_Required action_
Find every line below with the word "wherever" in it, and copy each one.

_Data records_
>>>>

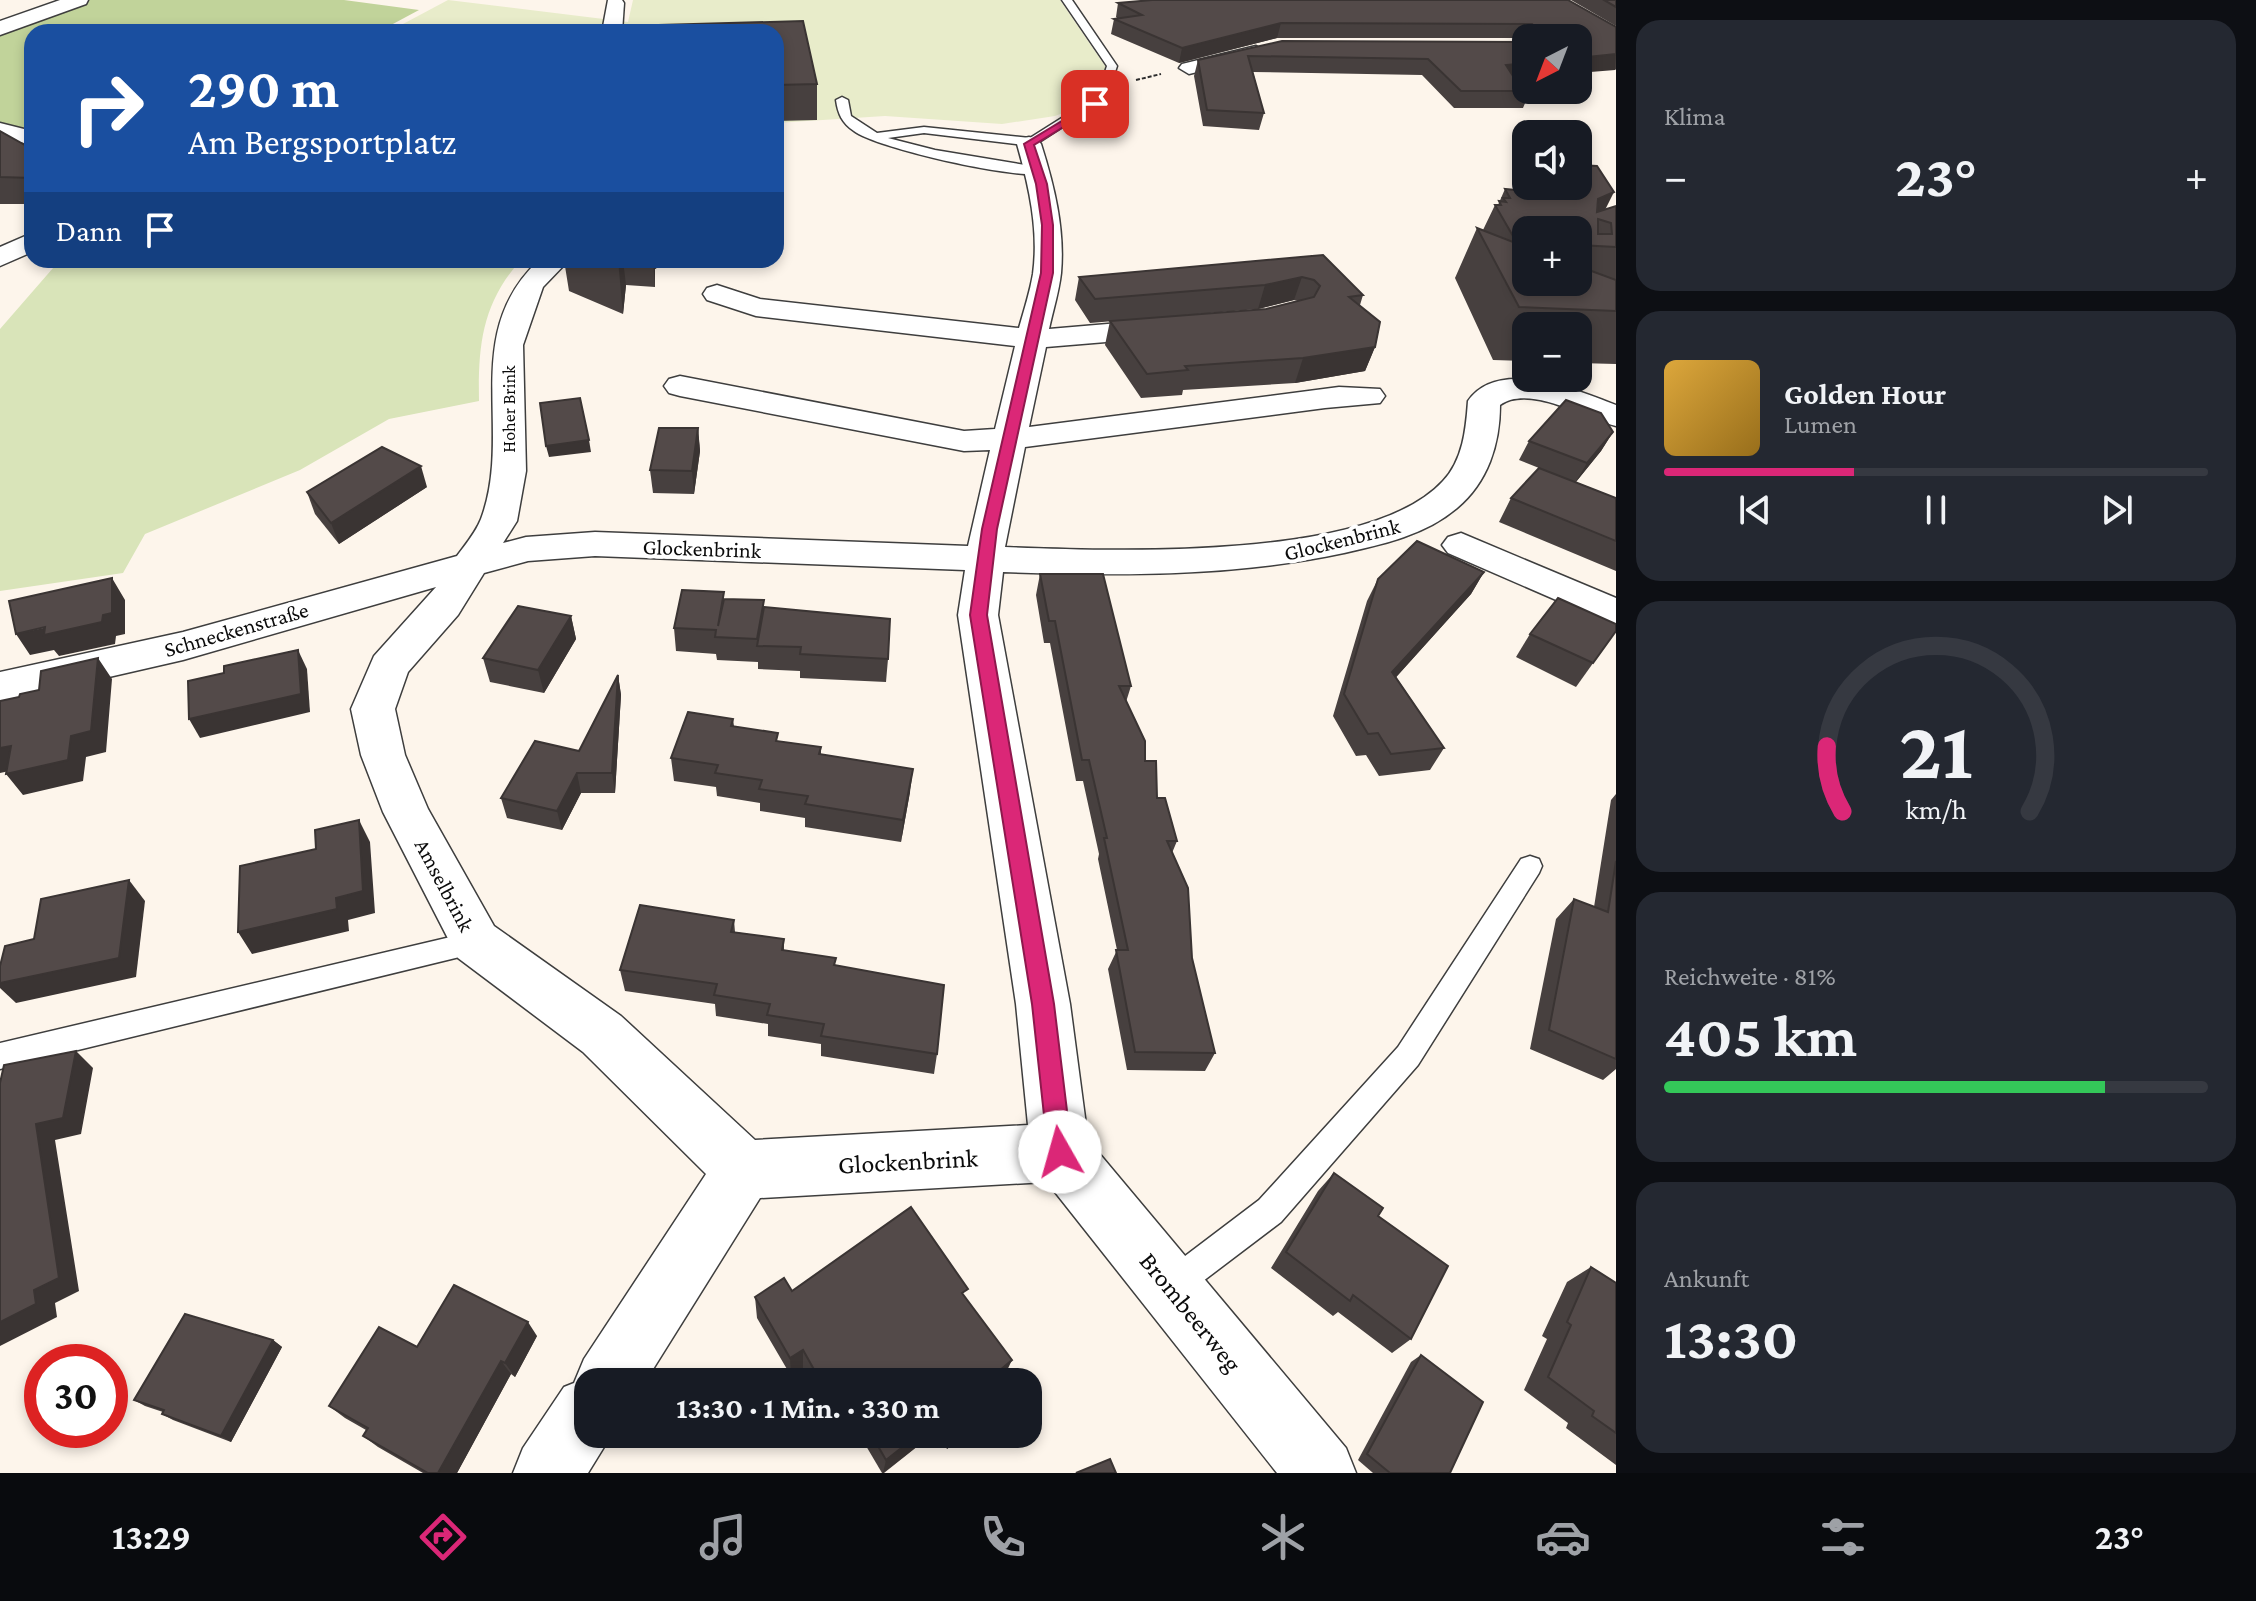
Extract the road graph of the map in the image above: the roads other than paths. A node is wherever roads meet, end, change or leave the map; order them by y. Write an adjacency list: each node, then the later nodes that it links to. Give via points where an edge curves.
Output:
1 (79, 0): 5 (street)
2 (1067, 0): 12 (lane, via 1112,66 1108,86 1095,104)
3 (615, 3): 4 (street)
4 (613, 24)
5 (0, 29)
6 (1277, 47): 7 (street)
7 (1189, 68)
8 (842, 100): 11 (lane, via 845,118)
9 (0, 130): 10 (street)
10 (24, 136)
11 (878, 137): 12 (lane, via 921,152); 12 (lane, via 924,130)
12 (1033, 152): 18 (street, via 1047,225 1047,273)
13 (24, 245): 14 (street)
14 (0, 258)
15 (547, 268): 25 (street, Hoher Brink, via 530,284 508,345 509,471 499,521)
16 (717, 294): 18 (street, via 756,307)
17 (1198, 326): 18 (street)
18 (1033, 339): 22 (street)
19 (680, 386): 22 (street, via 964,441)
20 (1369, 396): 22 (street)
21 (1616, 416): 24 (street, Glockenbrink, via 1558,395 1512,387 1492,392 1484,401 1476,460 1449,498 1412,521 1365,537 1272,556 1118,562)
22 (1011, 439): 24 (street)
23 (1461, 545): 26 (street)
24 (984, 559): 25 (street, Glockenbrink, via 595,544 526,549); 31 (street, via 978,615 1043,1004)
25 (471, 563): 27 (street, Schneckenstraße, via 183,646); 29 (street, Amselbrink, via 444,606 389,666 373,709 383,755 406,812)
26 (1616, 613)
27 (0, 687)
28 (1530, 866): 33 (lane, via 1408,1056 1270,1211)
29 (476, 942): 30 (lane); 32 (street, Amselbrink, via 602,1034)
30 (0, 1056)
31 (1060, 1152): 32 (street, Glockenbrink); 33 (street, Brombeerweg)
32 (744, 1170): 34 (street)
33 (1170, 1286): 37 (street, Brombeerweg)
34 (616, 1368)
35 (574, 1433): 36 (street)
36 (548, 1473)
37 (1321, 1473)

<<<<
>>>>

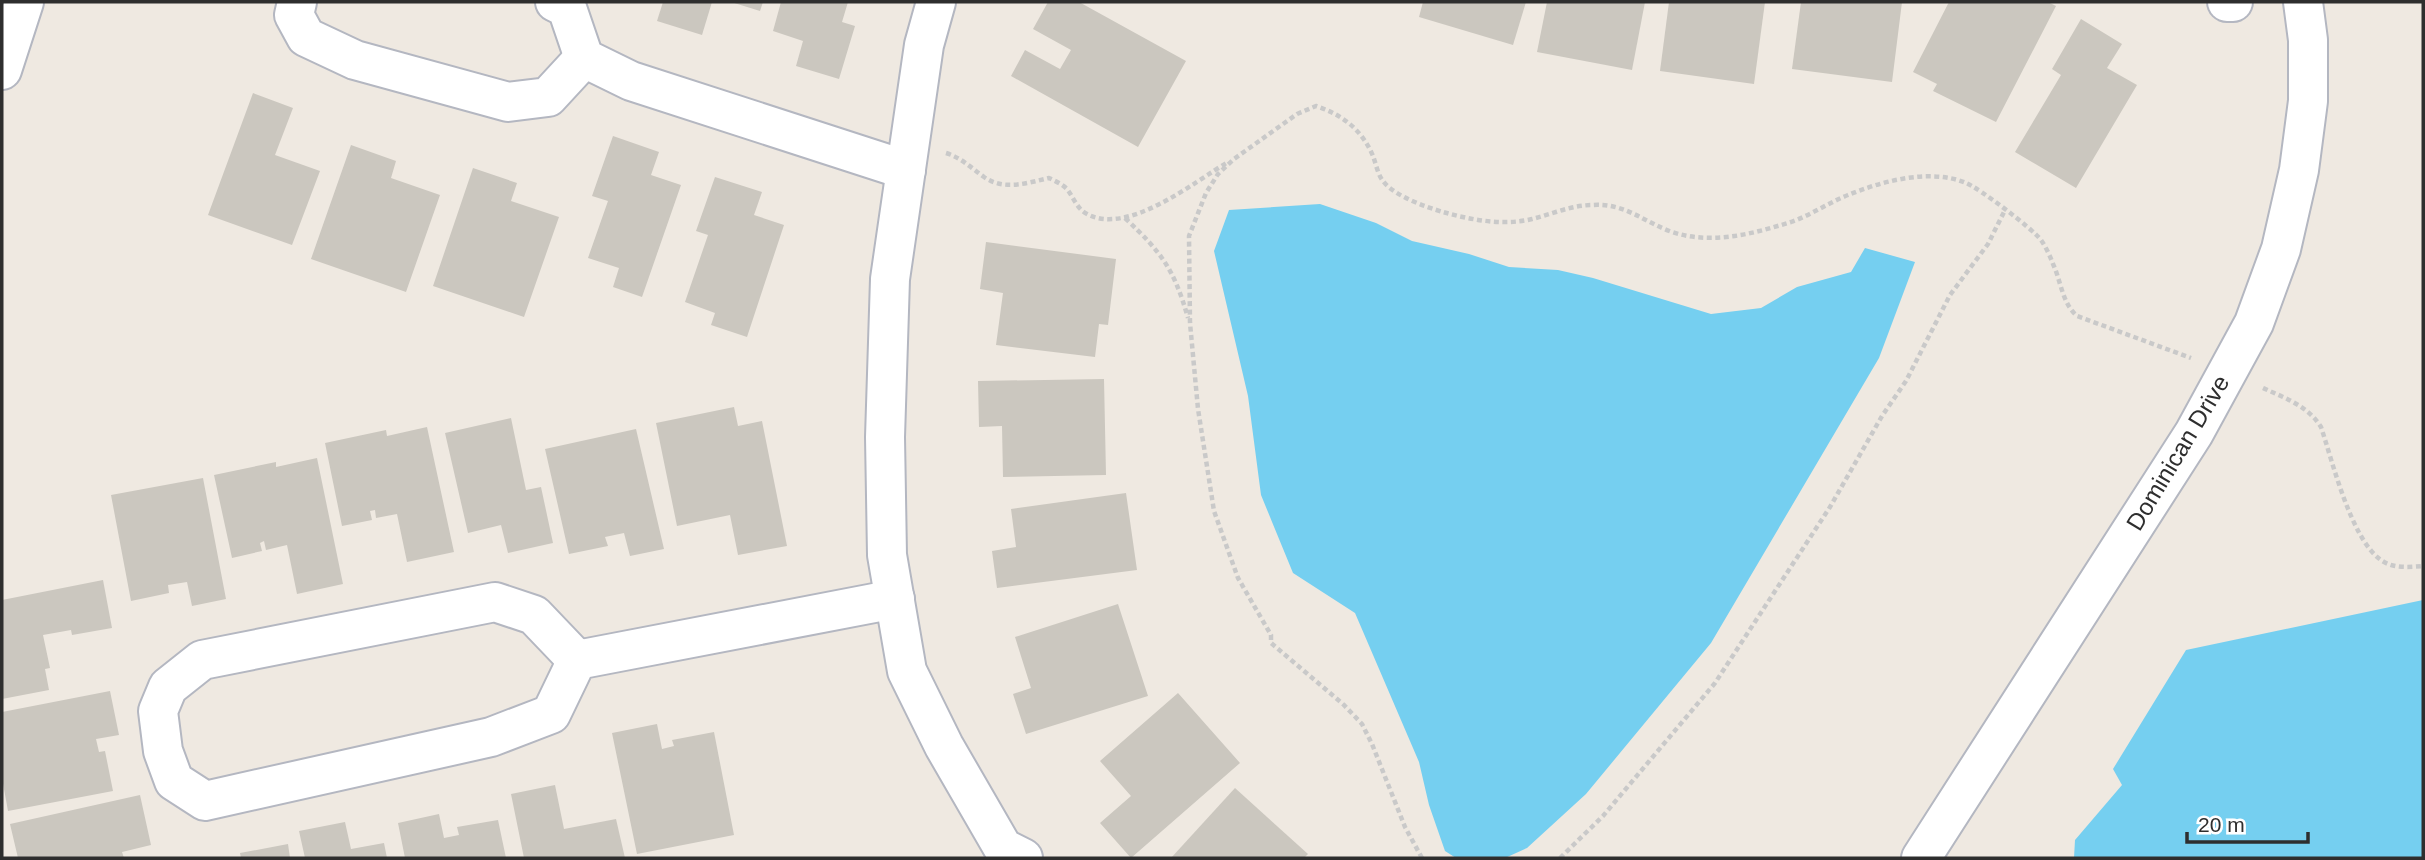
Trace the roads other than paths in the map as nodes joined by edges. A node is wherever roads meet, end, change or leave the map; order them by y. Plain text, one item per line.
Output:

<<<<

_Expected answer_
Extract the road graph of the map in the image above: the roads other than paths. A node is wherever roads meet, end, change or leave the map; order them by y. Write an adjacency list: each node, then the later nodes that it links to. Give via points where an edge curves.
Trace the roads other than paths in the map as nodes joined by edges. A node is wherever roads meet, end, change or leave the map; order them by y. Plain text, one item per line.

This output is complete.